Il faut également veiller à ce que la libre circulation des personnes ne traduise pas par une désertification de certains territoires. J’ai reçu récemment un représentant roumain qui évoquait le problème des médecins ou infirmiers, qui sont massivement partis à l’Ouest, à tel point que les Roumains ne trouvent plus de soignants. La liberté de circulation est précieuse, mais il faut conduire en parallèle une politique de cohésion territoriale de l’Europe pour éviter la création de déserts économiques ou sanitaires.
Vous avez été ministre du Travail et de l’immigration au Luxembourg, pays qui a largement recouru à la main d’œuvre frontalière ou étrangère, communautaire ou non. A l’échelle de l’Europe, comment assurer une meilleure intégration des travailleurs immigrés ?

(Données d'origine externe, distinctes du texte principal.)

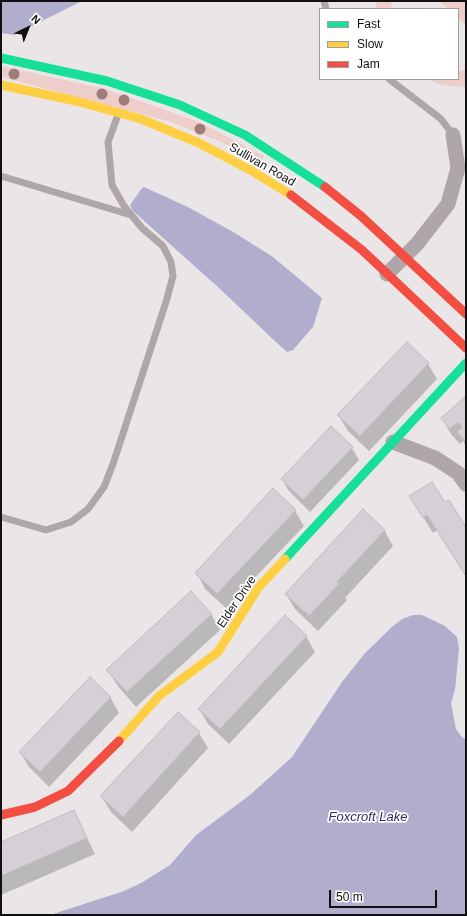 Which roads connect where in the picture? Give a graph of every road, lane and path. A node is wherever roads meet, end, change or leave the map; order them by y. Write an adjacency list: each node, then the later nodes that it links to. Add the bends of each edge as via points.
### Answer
1 (1, 58): 8 (street, Sullivan Road, via 107,81 180,105 245,135 324,186)
2 (390, 80): 5 (lane, via 441,119)
3 (1, 85): 4 (street, Sullivan Road)
4 (119, 113): 7 (lane, via 108,142 109,161 112,185); 9 (street, Sullivan Road, via 141,118 199,143 252,171 291,195 332,226)
5 (453, 135): 8 (street, via 458,168 448,204 417,244)
6 (1, 176): 7 (lane)
7 (131, 215): 15 (lane, via 163,246 171,262 173,276 114,464 104,487 88,509 71,522 46,530)
8 (404, 256): 9 (street); 10 (street, Sullivan Road)
9 (387, 274): 11 (street, Sullivan Road)
10 (466, 314)
11 (466, 348)
12 (466, 363): 13 (street, Elder Drive)
13 (393, 442): 14 (street, via 435,458 458,473); 16 (street, Elder Drive, via 258,588 218,652 159,696 104,757 68,791 35,807)
14 (466, 484)
15 (1, 518)
16 (1, 815)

C’est une immense question, prise en otage par tous les populismes qui sont en train de gagner la bataille des idées. L’Europe ne pourra pas se passer de l’immigration. Elle manque à la fois de salariés très qualifiés et de personnes faiblement qualifiées. La question se pose dans tous les pays, y compris dans les pays d’Europe centrale dont les salariés sont partis à l’Ouest. Le sujet est chargé d’antagonisme et d’émotion, car il existe un problème d’intégration. Les règles n’ont pas été suffisamment définies dans les deux sens, sur la base de valeurs et de principes. Cette négligence dangereuse a causé a engendré des discriminations. Si des personnes de la deuxième génération ne sont pas pleinement intégrées, c’est que quelque chose n’a pas fonctionné. L’immigration doit se faire selon de nouveaux schémas. Il faut traiter la question de manière équilibrée. La Commission a lancé des initiatives pour attirer de nouveaux talents. On ne peut pas accepter tout le monde, mais il faut aider les gens qui fuient les pays autoritaires, qui sont poussés par la faim ou qui aspirent simplement à une vie meilleure.

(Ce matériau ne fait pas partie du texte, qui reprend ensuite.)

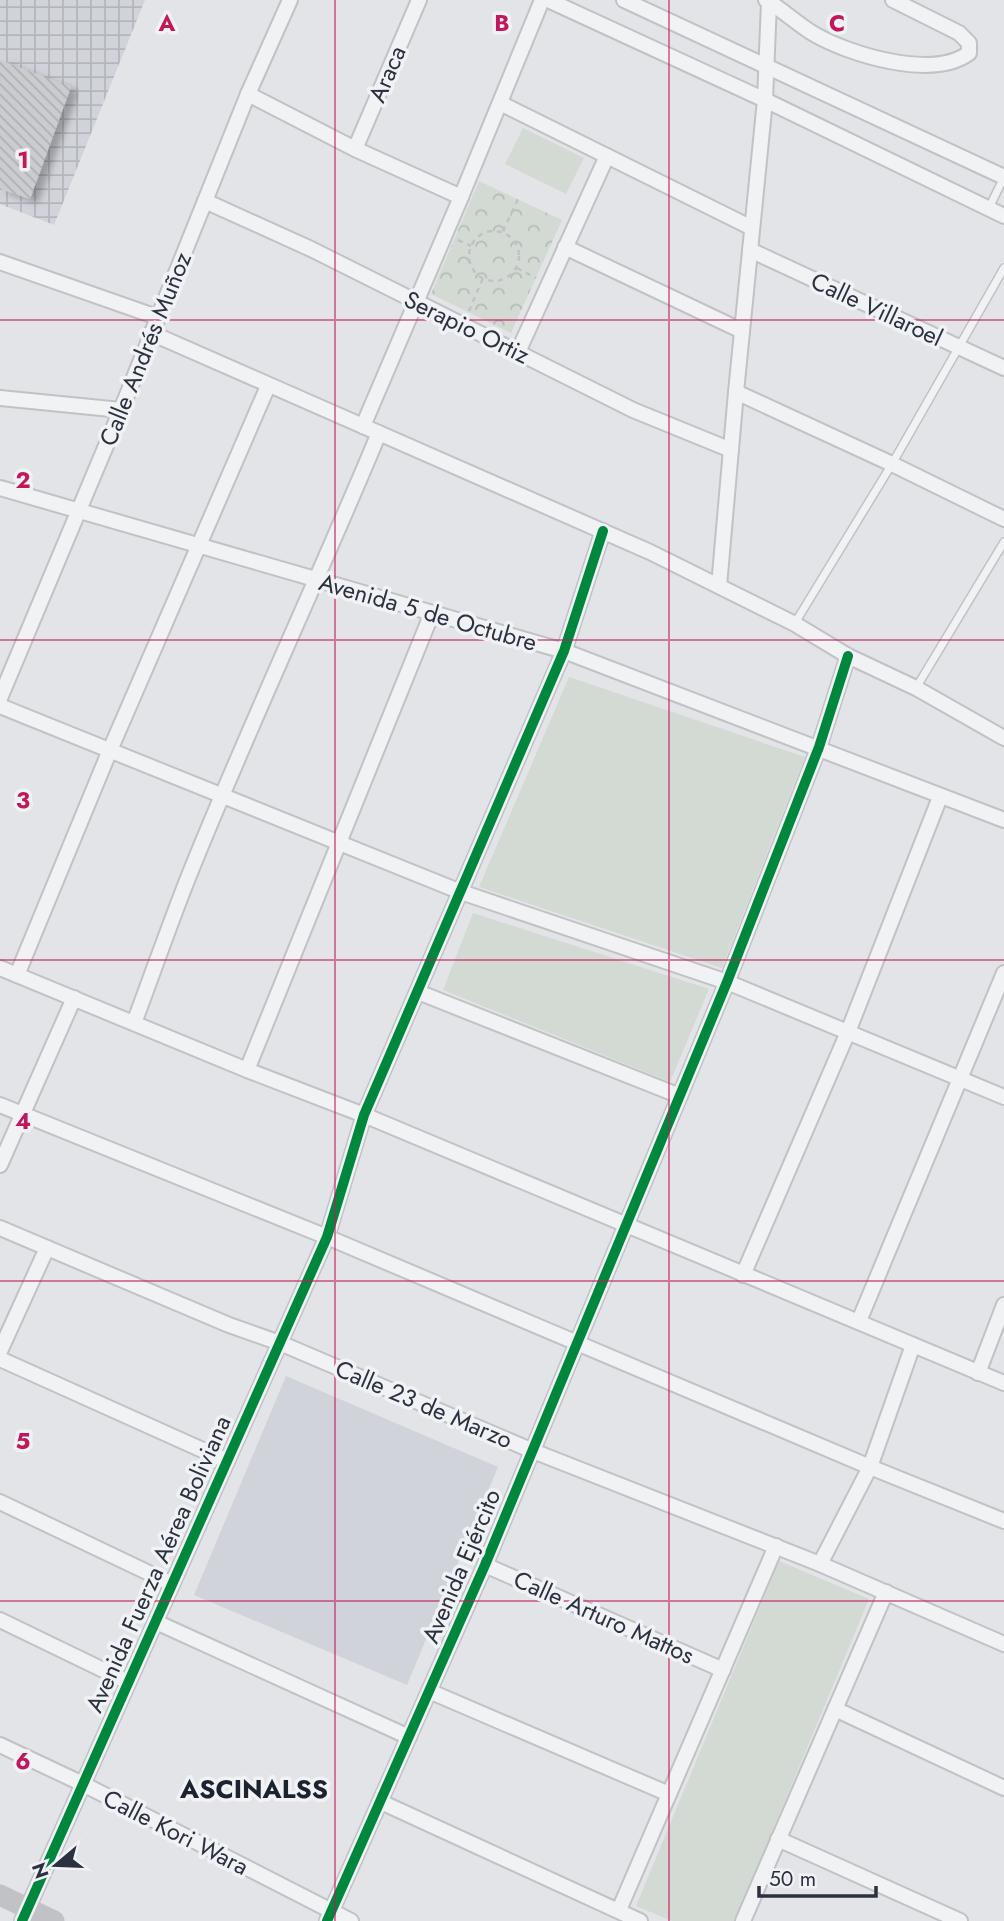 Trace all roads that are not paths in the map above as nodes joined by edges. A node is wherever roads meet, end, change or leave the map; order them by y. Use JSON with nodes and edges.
{"nodes":[{"id":1,"x":290,"y":0,"type":"edge"},
{"id":2,"x":419,"y":0,"type":"edge"},
{"id":3,"x":542,"y":0,"type":"edge"},
{"id":4,"x":548,"y":0,"type":"edge"},
{"id":5,"x":624,"y":0,"type":"edge"},
{"id":6,"x":892,"y":0,"type":"edge"},
{"id":7,"x":767,"y":1,"type":"edge"},
{"id":8,"x":766,"y":66,"type":"junction"},
{"id":9,"x":248,"y":94,"type":"junction"},
{"id":10,"x":765,"y":100,"type":"junction"},
{"id":11,"x":500,"y":103,"type":"junction"},
{"id":12,"x":355,"y":149,"type":"junction"},
{"id":13,"x":607,"y":156,"type":"junction"},
{"id":14,"x":1004,"y":177,"type":"edge"},
{"id":15,"x":461,"y":197,"type":"junction"},
{"id":16,"x":205,"y":201,"type":"junction"},
{"id":17,"x":989,"y":209,"type":"junction"},
{"id":18,"x":1004,"y":216,"type":"edge"},
{"id":19,"x":752,"y":228,"type":"junction"},
{"id":20,"x":565,"y":247,"type":"junction"},
{"id":21,"x":750,"y":250,"type":"junction"},
{"id":22,"x":0,"y":262,"type":"edge"},
{"id":23,"x":1004,"y":268,"type":"edge"},
{"id":24,"x":416,"y":302,"type":"junction"},
{"id":25,"x":157,"y":317,"type":"junction"},
{"id":26,"x":742,"y":331,"type":"junction"},
{"id":27,"x":151,"y":333,"type":"junction"},
{"id":28,"x":959,"y":347,"type":"junction"},
{"id":29,"x":518,"y":352,"type":"junction"},
{"id":30,"x":1004,"y":368,"type":"edge"},
{"id":31,"x":268,"y":386,"type":"junction"},
{"id":32,"x":736,"y":391,"type":"junction"},
{"id":33,"x":0,"y":398,"type":"edge"},
{"id":34,"x":121,"y":410,"type":"junction"},
{"id":35,"x":363,"y":426,"type":"junction"},
{"id":36,"x":379,"y":433,"type":"junction"},
{"id":37,"x":731,"y":450,"type":"junction"},
{"id":38,"x":892,"y":464,"type":"junction"},
{"id":39,"x":0,"y":488,"type":"edge"},
{"id":40,"x":78,"y":511,"type":"junction"},
{"id":41,"x":1004,"y":519,"type":"edge"},
{"id":42,"x":603,"y":531,"type":"junction"},
{"id":43,"x":1004,"y":542,"type":"edge"},
{"id":44,"x":200,"y":546,"type":"junction"},
{"id":45,"x":318,"y":580,"type":"junction"},
{"id":46,"x":719,"y":586,"type":"junction"},
{"id":47,"x":432,"y":613,"type":"junction"},
{"id":48,"x":795,"y":624,"type":"junction"},
{"id":49,"x":564,"y":651,"type":"junction"},
{"id":50,"x":848,"y":656,"type":"junction"},
{"id":51,"x":916,"y":688,"type":"junction"},
{"id":52,"x":0,"y":698,"type":"edge"},
{"id":53,"x":0,"y":706,"type":"edge"},
{"id":54,"x":1004,"y":738,"type":"edge"},
{"id":55,"x":819,"y":747,"type":"junction"},
{"id":56,"x":110,"y":750,"type":"junction"},
{"id":57,"x":222,"y":796,"type":"junction"},
{"id":58,"x":940,"y":797,"type":"junction"},
{"id":59,"x":1004,"y":820,"type":"edge"},
{"id":60,"x":339,"y":843,"type":"junction"},
{"id":61,"x":461,"y":892,"type":"junction"},
{"id":62,"x":0,"y":968,"type":"edge"},
{"id":63,"x":1004,"y":973,"type":"edge"},
{"id":64,"x":17,"y":975,"type":"junction"},
{"id":65,"x":727,"y":982,"type":"junction"},
{"id":66,"x":418,"y":992,"type":"junction"},
{"id":67,"x":74,"y":998,"type":"junction"},
{"id":68,"x":134,"y":1023,"type":"junction"},
{"id":69,"x":848,"y":1032,"type":"junction"},
{"id":70,"x":247,"y":1070,"type":"junction"},
{"id":71,"x":960,"y":1079,"type":"junction"},
{"id":72,"x":680,"y":1096,"type":"junction"},
{"id":73,"x":1004,"y":1097,"type":"edge"},
{"id":74,"x":0,"y":1105,"type":"edge"},
{"id":75,"x":23,"y":1115,"type":"junction"},
{"id":76,"x":364,"y":1115,"type":"junction"},
{"id":77,"x":0,"y":1165,"type":"edge"},
{"id":78,"x":626,"y":1225,"type":"junction"},
{"id":79,"x":0,"y":1228,"type":"edge"},
{"id":80,"x":327,"y":1237,"type":"junction"},
{"id":81,"x":47,"y":1248,"type":"junction"},
{"id":82,"x":743,"y":1275,"type":"junction"},
{"id":83,"x":1004,"y":1305,"type":"edge"},
{"id":84,"x":859,"y":1321,"type":"junction"},
{"id":85,"x":577,"y":1342,"type":"junction"},
{"id":86,"x":280,"y":1343,"type":"junction"},
{"id":87,"x":913,"y":1345,"type":"junction"},
{"id":88,"x":0,"y":1351,"type":"edge"},
{"id":89,"x":0,"y":1359,"type":"edge"},
{"id":90,"x":978,"y":1373,"type":"junction"},
{"id":91,"x":1004,"y":1383,"type":"edge"},
{"id":92,"x":533,"y":1451,"type":"junction"},
{"id":93,"x":227,"y":1461,"type":"junction"},
{"id":94,"x":870,"y":1467,"type":"junction"},
{"id":95,"x":0,"y":1502,"type":"edge"},
{"id":96,"x":1004,"y":1521,"type":"edge"},
{"id":97,"x":776,"y":1546,"type":"junction"},
{"id":98,"x":820,"y":1564,"type":"junction"},
{"id":99,"x":485,"y":1565,"type":"junction"},
{"id":100,"x":172,"y":1584,"type":"junction"},
{"id":101,"x":886,"y":1592,"type":"junction"},
{"id":102,"x":0,"y":1620,"type":"edge"},
{"id":103,"x":156,"y":1622,"type":"junction"},
{"id":104,"x":1004,"y":1644,"type":"edge"},
{"id":105,"x":723,"y":1670,"type":"junction"},
{"id":106,"x":128,"y":1682,"type":"junction"},
{"id":107,"x":429,"y":1691,"type":"junction"},
{"id":108,"x":835,"y":1709,"type":"junction"},
{"id":109,"x":409,"y":1737,"type":"junction"},
{"id":110,"x":0,"y":1745,"type":"edge"},
{"id":111,"x":83,"y":1784,"type":"junction"},
{"id":112,"x":1004,"y":1788,"type":"edge"},
{"id":113,"x":669,"y":1794,"type":"junction"},
{"id":114,"x":381,"y":1802,"type":"junction"},
{"id":115,"x":778,"y":1839,"type":"junction"},
{"id":116,"x":0,"y":1895,"type":"edge"},
{"id":117,"x":620,"y":1910,"type":"junction"},
{"id":118,"x":25,"y":1915,"type":"edge"},
{"id":119,"x":329,"y":1917,"type":"edge"},
{"id":120,"x":54,"y":1921,"type":"edge"},
{"id":121,"x":351,"y":1921,"type":"edge"},
{"id":122,"x":640,"y":1921,"type":"edge"},
{"id":123,"x":743,"y":1921,"type":"edge"},
{"id":124,"x":960,"y":1921,"type":"edge"}],
"edges":[{"from":1,"to":9,"type":"street","name":"Calle Andrés Muñoz"},
{"from":2,"to":12,"type":"street","name":"Araca"},
{"from":3,"to":11,"type":"street"},
{"from":4,"to":10,"type":"street"},
{"from":5,"to":8,"type":"street"},
{"from":6,"to":7,"type":"street"},
{"from":7,"to":8,"type":"street"},
{"from":8,"to":10,"type":"street"},
{"from":8,"to":14,"type":"street"},
{"from":9,"to":12,"type":"street"},
{"from":9,"to":16,"type":"street","name":"Calle Andrés Muñoz"},
{"from":10,"to":17,"type":"street"},
{"from":10,"to":19,"type":"street"},
{"from":11,"to":13,"type":"street"},
{"from":11,"to":15,"type":"street"},
{"from":12,"to":15,"type":"street"},
{"from":13,"to":19,"type":"street"},
{"from":13,"to":20,"type":"street"},
{"from":14,"to":17,"type":"lane"},
{"from":15,"to":24,"type":"street"},
{"from":16,"to":24,"type":"street","name":"Serapio Ortiz"},
{"from":16,"to":25,"type":"street","name":"Calle Andrés Muñoz"},
{"from":17,"to":18,"type":"street"},
{"from":19,"to":21,"type":"street"},
{"from":20,"to":26,"type":"street"},
{"from":20,"to":29,"type":"street"},
{"from":21,"to":26,"type":"street"},
{"from":21,"to":28,"type":"street","name":"Calle Villaroel"},
{"from":22,"to":25,"type":"street"},
{"from":23,"to":28,"type":"lane"},
{"from":24,"to":29,"type":"street","name":"Serapio Ortiz"},
{"from":24,"to":35,"type":"street"},
{"from":25,"to":27,"type":"street","name":"Calle Andrés Muñoz"},
{"from":26,"to":32,"type":"street"},
{"from":27,"to":31,"type":"street"},
{"from":27,"to":34,"type":"street","name":"Calle Andrés Muñoz"},
{"from":28,"to":30,"type":"street","name":"Calle Villaroel"},
{"from":28,"to":38,"type":"lane"},
{"from":29,"to":37,"type":"street","name":"Serapio Ortiz"},
{"from":31,"to":35,"type":"street"},
{"from":31,"to":44,"type":"street"},
{"from":32,"to":37,"type":"street"},
{"from":32,"to":38,"type":"street"},
{"from":33,"to":34,"type":"street"},
{"from":34,"to":40,"type":"street","name":"Calle Andrés Muñoz"},
{"from":35,"to":36,"type":"street"},
{"from":36,"to":42,"type":"street"},
{"from":36,"to":45,"type":"street"},
{"from":37,"to":46,"type":"street"},
{"from":38,"to":41,"type":"street"},
{"from":38,"to":48,"type":"lane"},
{"from":39,"to":40,"type":"street","name":"Avenida 5 de Octubre"},
{"from":40,"to":44,"type":"street","name":"Avenida 5 de Octubre"},
{"from":40,"to":52,"type":"street","name":"Calle Andrés Muñoz"},
{"from":42,"to":46,"type":"street"},
{"from":42,"to":49,"type":"street","name":"Avenida Fuerza Aérea Boliviana"},
{"from":43,"to":51,"type":"lane"},
{"from":44,"to":45,"type":"street","name":"Avenida 5 de Octubre"},
{"from":44,"to":56,"type":"street"},
{"from":45,"to":47,"type":"street","name":"Avenida 5 de Octubre"},
{"from":45,"to":57,"type":"street"},
{"from":46,"to":48,"type":"street"},
{"from":47,"to":49,"type":"street","name":"Avenida 5 de Octubre"},
{"from":47,"to":60,"type":"street"},
{"from":48,"to":50,"type":"street"},
{"from":49,"to":55,"type":"street","name":"Avenida 5 de Octubre"},
{"from":49,"to":61,"type":"street","name":"Avenida Fuerza Aérea Boliviana"},
{"from":50,"to":51,"type":"street"},
{"from":50,"to":55,"type":"street","name":"Avenida Ejército"},
{"from":51,"to":54,"type":"street"},
{"from":53,"to":56,"type":"street"},
{"from":55,"to":58,"type":"street","name":"Avenida 5 de Octubre"},
{"from":55,"to":65,"type":"street","name":"Avenida Ejército"},
{"from":56,"to":57,"type":"street"},
{"from":56,"to":64,"type":"street"},
{"from":57,"to":60,"type":"street"},
{"from":57,"to":68,"type":"street"},
{"from":58,"to":59,"type":"street","name":"Avenida 5 de Octubre"},
{"from":58,"to":69,"type":"street"},
{"from":60,"to":61,"type":"street"},
{"from":60,"to":70,"type":"street"},
{"from":61,"to":65,"type":"street"},
{"from":61,"to":66,"type":"street","name":"Avenida Fuerza Aérea Boliviana"},
{"from":62,"to":64,"type":"street"},
{"from":63,"to":71,"type":"street"},
{"from":64,"to":67,"type":"street"},
{"from":65,"to":69,"type":"street"},
{"from":65,"to":72,"type":"street","name":"Avenida Ejército"},
{"from":66,"to":72,"type":"street"},
{"from":66,"to":76,"type":"street","name":"Avenida Fuerza Aérea Boliviana"},
{"from":67,"to":68,"type":"street"},
{"from":67,"to":75,"type":"street"},
{"from":68,"to":70,"type":"street"},
{"from":69,"to":71,"type":"street"},
{"from":69,"to":82,"type":"street"},
{"from":70,"to":76,"type":"street"},
{"from":71,"to":73,"type":"street"},
{"from":71,"to":84,"type":"street"},
{"from":72,"to":78,"type":"street","name":"Avenida Ejército"},
{"from":74,"to":75,"type":"street"},
{"from":75,"to":77,"type":"street"},
{"from":75,"to":80,"type":"street"},
{"from":76,"to":78,"type":"street"},
{"from":76,"to":80,"type":"street","name":"Avenida Fuerza Aérea Boliviana"},
{"from":78,"to":82,"type":"street"},
{"from":78,"to":85,"type":"street","name":"Avenida Ejército"},
{"from":79,"to":81,"type":"street","name":"Calle 23 de Marzo"},
{"from":80,"to":85,"type":"street"},
{"from":80,"to":86,"type":"street","name":"Avenida Fuerza Aérea Boliviana"},
{"from":81,"to":86,"type":"street","name":"Calle 23 de Marzo"},
{"from":81,"to":88,"type":"street"},
{"from":82,"to":84,"type":"street"},
{"from":83,"to":90,"type":"street"},
{"from":84,"to":87,"type":"street"},
{"from":85,"to":92,"type":"street","name":"Avenida Ejército"},
{"from":85,"to":94,"type":"street"},
{"from":86,"to":92,"type":"street","name":"Calle 23 de Marzo"},
{"from":86,"to":93,"type":"street","name":"Avenida Fuerza Aérea Boliviana"},
{"from":87,"to":90,"type":"street"},
{"from":87,"to":94,"type":"street"},
{"from":89,"to":93,"type":"street"},
{"from":90,"to":91,"type":"street"},
{"from":92,"to":97,"type":"street","name":"Calle 23 de Marzo"},
{"from":92,"to":99,"type":"street","name":"Avenida Ejército"},
{"from":93,"to":100,"type":"street","name":"Avenida Fuerza Aérea Boliviana"},
{"from":94,"to":96,"type":"street"},
{"from":94,"to":98,"type":"street"},
{"from":95,"to":100,"type":"street"},
{"from":97,"to":98,"type":"street","name":"Calle 23 de Marzo"},
{"from":97,"to":105,"type":"street"},
{"from":98,"to":101,"type":"street","name":"Calle 23 de Marzo"},
{"from":99,"to":105,"type":"street","name":"Calle Arturo Mattos"},
{"from":99,"to":107,"type":"street","name":"Avenida Ejército"},
{"from":100,"to":103,"type":"street","name":"Avenida Fuerza Aérea Boliviana"},
{"from":101,"to":104,"type":"street","name":"Calle 23 de Marzo"},
{"from":101,"to":108,"type":"street"},
{"from":102,"to":106,"type":"street"},
{"from":103,"to":106,"type":"street","name":"Avenida Fuerza Aérea Boliviana"},
{"from":103,"to":109,"type":"street"},
{"from":105,"to":113,"type":"street"},
{"from":106,"to":111,"type":"street","name":"Avenida Fuerza Aérea Boliviana"},
{"from":107,"to":109,"type":"street","name":"Avenida Ejército"},
{"from":107,"to":113,"type":"street"},
{"from":108,"to":112,"type":"street"},
{"from":108,"to":115,"type":"street"},
{"from":109,"to":114,"type":"street","name":"Avenida Ejército"},
{"from":110,"to":111,"type":"street","name":"Calle Kori Wara"},
{"from":111,"to":118,"type":"street","name":"Avenida Fuerza Aérea Boliviana"},
{"from":111,"to":119,"type":"street","name":"Calle Kori Wara"},
{"from":113,"to":117,"type":"street"},
{"from":114,"to":117,"type":"street"},
{"from":114,"to":119,"type":"street","name":"Avenida Ejército"},
{"from":115,"to":123,"type":"street"},
{"from":115,"to":124,"type":"street"},
{"from":116,"to":118,"type":"main road"},
{"from":117,"to":122,"type":"street"},
{"from":118,"to":120,"type":"main road"},
{"from":119,"to":121,"type":"street","name":"Calle Kori Wara"}]}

Propos recueillis par Pascale Braun
Bio
Nommé commissaire de l’Union européenne à l’Emploi et aux droits sociaux pour la période 2019-2024), Nicolas Schmit travaille de longue date à la construction européenne. Né en 1953 à Esch-sur-Alzette, commune sidérurgique luxembourgeoise frontalière de la Lorraine, il a obtenu un doctorat en sciences économiques à la faculté de droit d’Aix-en-Provence Il intègre le ministère des Affaires étrangères européennes luxembourgeois en 1983, puis devient conseiller de la représentation permanente du Luxembourg à Bruxelles. Il participe à ce titre aux travaux qui ont conduit au traité de Maastricht. Entré au gouvernement luxembourgeois en 2004 en tant que ministre délégué aux Affaires étrangères et à l’immigration, ce membre du parti socialiste LSAP est devenu en 2013 ministre du Travail, de l’emploi et de l’économie sociale et solidaire.